A former Tennessee law enforcement officer is taking legal action against his local county and sheriff after he was arrested and spent over a month in jail for sharing a meme on Facebook related to the killing of conservative activist Charlie Kirk.
The Arrest and 37-Day Incarceration
According to a detailed 30-page lawsuit filed this week, Larry Bushart, 61, shared the contentious post in the comments section of a Facebook post about a vigil for Charlie Kirk in Perry County, Tennessee. The incident occurred ten days after Kirk's assassination on 10 September.
The meme featured a photograph of Donald Trump alongside a remark the former US president made following a 2024 school shooting in Perry, Iowa: “We have to get over it”. Bushart captioned the shared image with the words: “This seems relevant today”.
The following day, police arrived at Bushart's home, took him into custody, and charged him with “threatening mass violence at a school”. Unable to pay the extraordinarily high $2 million bond, Bushart remained in jail for a total of 37 days before the criminal charge was finally dropped in late October, securing his release.
Contested Interpretation and Official Justification
Perry County Sheriff, Nick Weems, defended the arrest at the time, claiming that some local residents might have interpreted the online post as a threat directed at Perry County High School. This was despite the meme explicitly referencing the unrelated Perry High School in Iowa, where the 2024 shooting had taken place.
In interviews with local media, Sheriff Weems stated the post caused “multiple people” to become “scared to send their kids to school”. He acknowledged that his office was aware the meme referred to a past shooting in another state but contended that “the public did not know”. Weems also told The Tennessean that investigators believed Bushart was fully aware of the fear his post would cause and “intentionally sought to create hysteria within the community”.

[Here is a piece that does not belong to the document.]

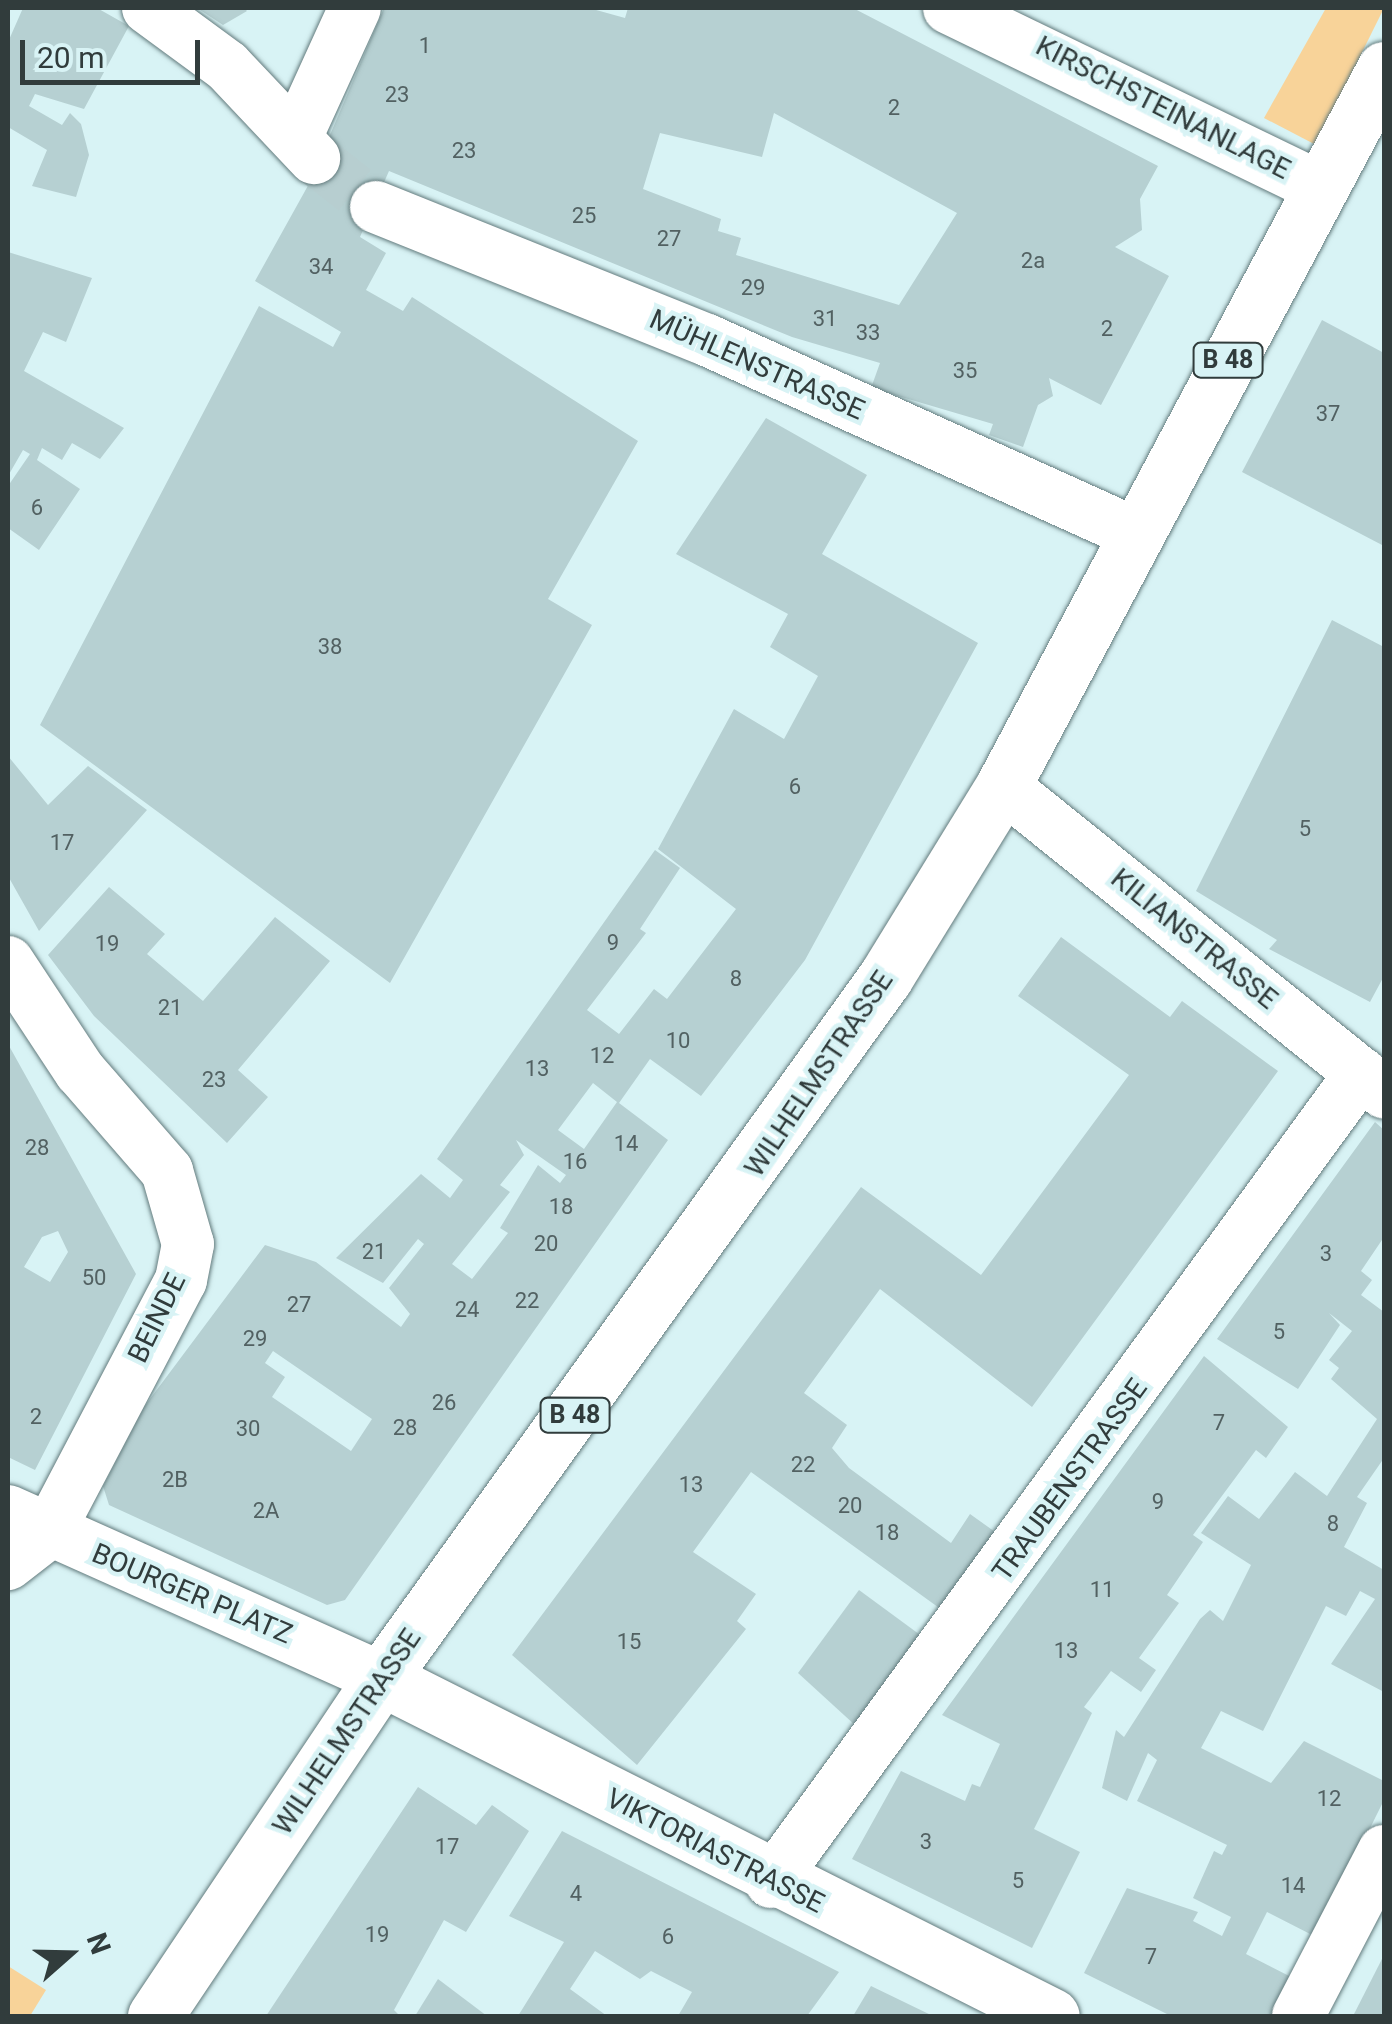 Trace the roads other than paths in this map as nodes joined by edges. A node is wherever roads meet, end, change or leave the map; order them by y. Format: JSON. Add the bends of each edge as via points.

The lawsuit, filed with the assistance of the non-profit Foundation for Individual Rights and Expression (FIRE), strongly disputes this characterisation. Bushart and his legal team argue he “had no inkling or reason to think that anyone would take it as a threat of violence” and allege the sheriff and county “have produced no evidence that any person interpreted the Meme as a threat”.
“In fact, the Perry county school district has no records at all concerning Mr Bushart or the meme,” the legal filing adds.
Legal Action and Broader Implications
The lawsuit targets Sheriff Nick Weems, Perry County, and investigator Jason Morrow, who is alleged to have obtained the arrest warrant at Weems's direction. It claims the defendants violated Bushart’s First and Fourth Amendment rights.
In a statement released through FIRE, Bushart said: “I spent over three decades in law enforcement, and have the utmost respect for the law. But I also know my rights, and I was arrested for nothing more than refusing to be bullied into censorship.”
Adam Steinbaugh, a senior attorney at FIRE, emphasised the wider significance of the case: “if police can come to your door in the middle of the night and put you behind bars based on nothing more than an entirely false and contrived interpretation of a Facebook post, no one’s first amendment rights are safe”.
The lawsuit notes that Bushart lost his post-retirement job in medical transportation due to his incarceration, which “made it impossible for him to perform his duties”. He is now seeking a jury trial, along with compensatory and punitive damages.
Bushart's arrest occurred amidst a national context where dozens of individuals across the United States faced employment disciplinary action or termination over social media posts concerning Charlie Kirk's death, as employers and officials cracked down on remarks deemed inappropriate.
Representatives for Perry County, Sheriff Weems, and Investigator Morrow did not immediately respond to requests for comment from The Washington Post.